Of course it can be hurtful to not get my way, but I have learnt that I cannot change or control people, and using anger or intimidation as a means to an end is no longer acceptable. Everyone to some degree is spiritually sick, and when I can accept that, I can choose paths to walk along that are safe for me. When I live and let live, I am building up my integrity, and breaking cycles of codependency.

And when I choose paths that move away from people who I would initially rather not part from, I know today that doesn't mean I have to stop caring for them. Prayers are powerful mediums to stay connected to people, even when we are no longer around them physically.

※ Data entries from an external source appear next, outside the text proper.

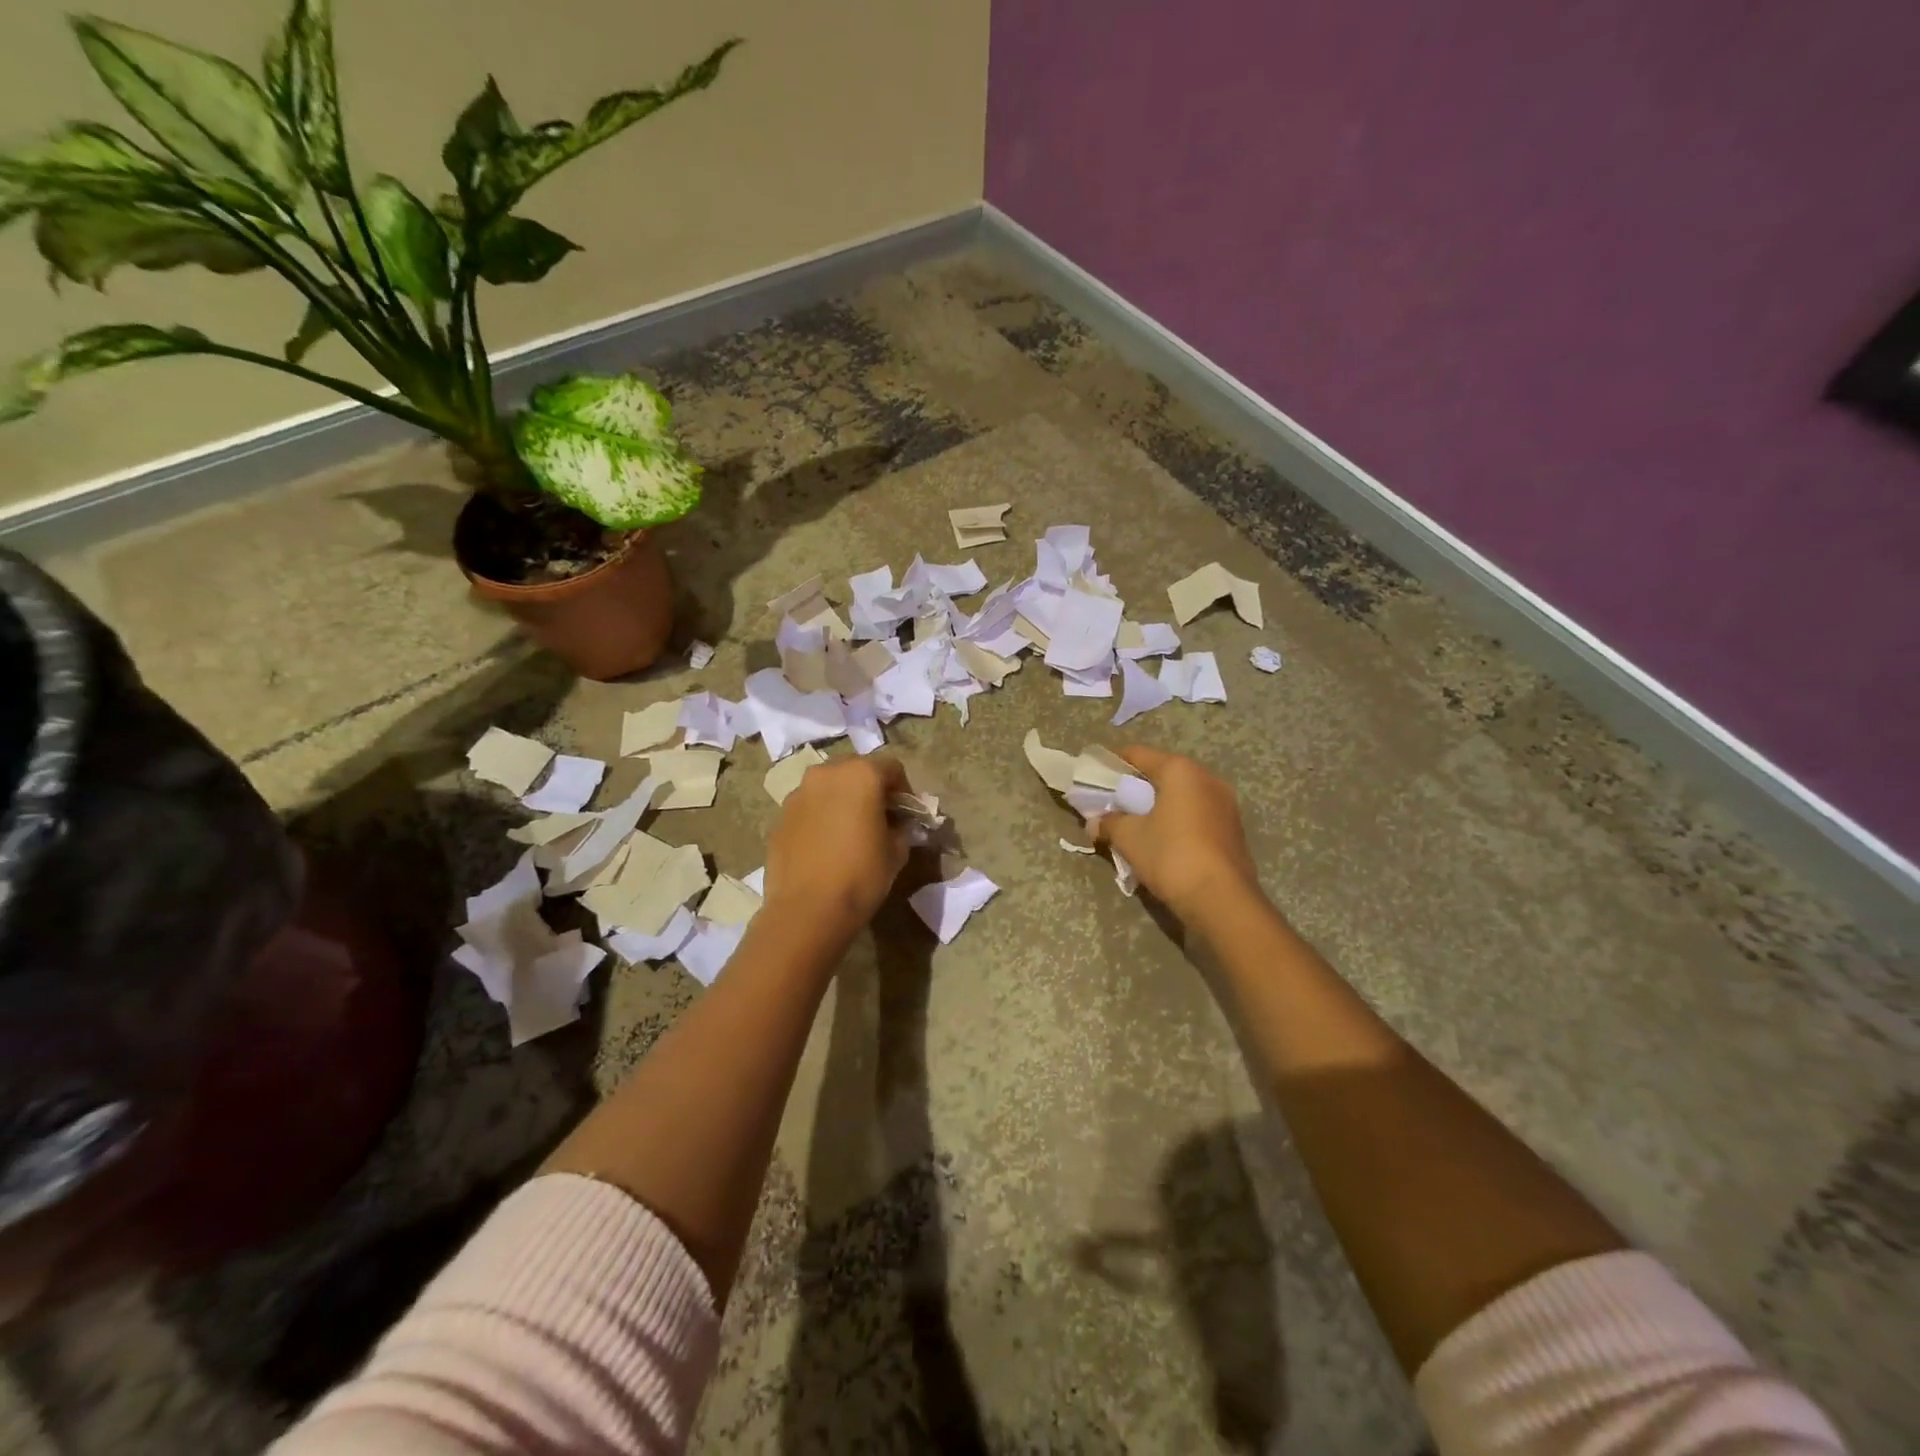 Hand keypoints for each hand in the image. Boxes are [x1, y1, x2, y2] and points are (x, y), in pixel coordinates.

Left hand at [762, 754, 912, 935]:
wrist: (806, 911)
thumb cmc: (860, 875)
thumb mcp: (896, 852)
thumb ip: (901, 829)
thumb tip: (898, 825)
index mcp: (861, 774)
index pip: (892, 767)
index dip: (904, 789)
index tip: (906, 814)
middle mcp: (826, 774)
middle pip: (856, 769)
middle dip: (871, 788)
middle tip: (880, 818)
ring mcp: (798, 793)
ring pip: (829, 786)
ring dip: (843, 799)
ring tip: (850, 831)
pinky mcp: (780, 816)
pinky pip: (809, 806)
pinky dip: (821, 816)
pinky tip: (826, 845)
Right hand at [1093, 746, 1259, 923]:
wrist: (1222, 900)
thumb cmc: (1171, 856)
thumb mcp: (1129, 838)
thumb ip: (1108, 823)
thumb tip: (1094, 824)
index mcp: (1180, 771)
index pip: (1138, 754)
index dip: (1113, 762)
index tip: (1095, 775)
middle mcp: (1207, 778)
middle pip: (1162, 773)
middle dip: (1136, 786)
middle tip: (1113, 803)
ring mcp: (1225, 804)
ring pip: (1182, 795)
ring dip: (1158, 805)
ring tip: (1136, 824)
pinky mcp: (1233, 829)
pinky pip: (1196, 814)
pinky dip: (1177, 820)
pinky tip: (1162, 841) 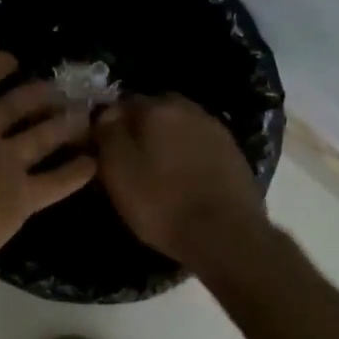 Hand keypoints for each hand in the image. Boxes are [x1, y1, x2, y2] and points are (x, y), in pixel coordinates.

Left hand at [0, 40, 96, 268]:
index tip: (25, 58)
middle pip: (14, 111)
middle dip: (40, 96)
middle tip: (76, 84)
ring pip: (39, 142)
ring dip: (64, 128)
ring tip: (93, 112)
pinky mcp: (19, 201)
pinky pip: (53, 183)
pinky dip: (74, 173)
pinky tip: (99, 159)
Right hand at [94, 95, 266, 266]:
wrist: (226, 236)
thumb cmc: (162, 203)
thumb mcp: (118, 170)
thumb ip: (108, 132)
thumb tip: (107, 112)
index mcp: (157, 107)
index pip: (123, 103)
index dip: (111, 125)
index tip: (105, 149)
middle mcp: (189, 108)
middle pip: (154, 113)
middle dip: (141, 131)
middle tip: (131, 162)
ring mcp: (215, 129)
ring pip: (179, 128)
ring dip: (167, 143)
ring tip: (158, 174)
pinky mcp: (234, 153)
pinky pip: (200, 146)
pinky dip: (189, 157)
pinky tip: (185, 181)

I have experienced and heard stories of intercessory prayer working miracles in people's lives, both in receiving and bestowing blessings.

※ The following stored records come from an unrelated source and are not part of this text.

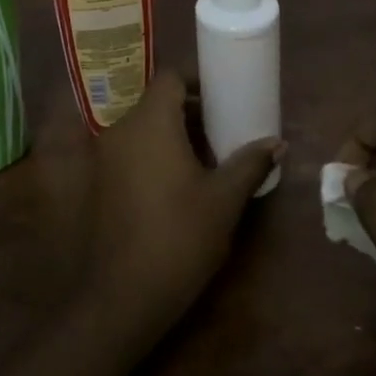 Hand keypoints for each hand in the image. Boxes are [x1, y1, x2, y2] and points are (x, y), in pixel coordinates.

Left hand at [76, 70, 284, 349]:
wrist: (121, 296)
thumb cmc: (179, 238)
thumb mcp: (224, 201)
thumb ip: (250, 164)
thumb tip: (278, 142)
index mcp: (150, 122)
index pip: (170, 78)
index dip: (196, 81)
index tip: (223, 97)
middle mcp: (120, 130)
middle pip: (155, 103)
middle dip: (188, 111)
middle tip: (222, 129)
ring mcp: (103, 158)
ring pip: (141, 129)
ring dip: (170, 134)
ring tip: (205, 159)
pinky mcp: (97, 184)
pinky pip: (128, 152)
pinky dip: (151, 154)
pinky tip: (176, 185) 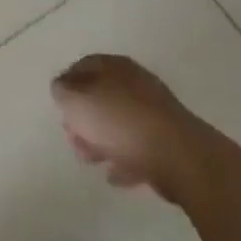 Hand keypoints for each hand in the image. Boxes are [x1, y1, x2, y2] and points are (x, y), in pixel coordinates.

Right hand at [52, 54, 215, 204]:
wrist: (179, 157)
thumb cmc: (120, 122)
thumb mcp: (76, 101)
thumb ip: (62, 92)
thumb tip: (63, 90)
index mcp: (113, 65)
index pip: (82, 67)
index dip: (66, 87)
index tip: (60, 110)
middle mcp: (135, 81)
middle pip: (101, 96)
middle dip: (84, 119)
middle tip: (74, 138)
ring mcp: (155, 111)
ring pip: (119, 122)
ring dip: (102, 141)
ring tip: (93, 161)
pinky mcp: (169, 140)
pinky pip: (139, 146)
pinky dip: (125, 158)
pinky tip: (116, 175)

Being able to accept others as they are doesn't mean that the letdown is lessened, it simply means that I can acknowledge there are mysteries yet to be solved. When I can keep an open mind and entertain the possibility of something wonderful planned for me, or of trauma healing or a heart mending, it makes the unknown a little less scary. Because in the final analysis, my desperation to control is all rooted in fear that I will be left unprovided for. When I live and let live, I say no to deception, and that is empowering.

Being able to live and let live provides a relief for me to breathe and prepare for possibilities that I can't even fathom in the moment. The greatest setback for me during attacks of fear is an inability to act due to paralysis. This is a completely normal reaction to a threat, but it becomes unhealthy when there is no threat, which there usually is not. Again, deceit bullies me into a state of powerlessness and the solution to that is acceptance.

The problem with acceptance is that the immediate acknowledgement that I can't change a person or situation is more painful than the compulsion to believe I can. But that is only a moment when the band aid is being ripped off. After that, I see a self-imposed wound that is now closed up and is healing. It is healing because it is God's will to, and that's why the gaps in my understanding were being closed up before I even knew to release from my disillusionment.

While there is no immediate gratification in acceptance, there is dignity. While character building is often not the preferred choice, it is the best choice. When I choose character building over my instincts to scheme and manipulate, the energy that I am infused with ends up being more rewarding than acting on impulse. Instead of releasing tension through knee-jerk reactions, I am filled up with nourishing soundness of mind, and that is the real safety that I am seeking in my moments of fear.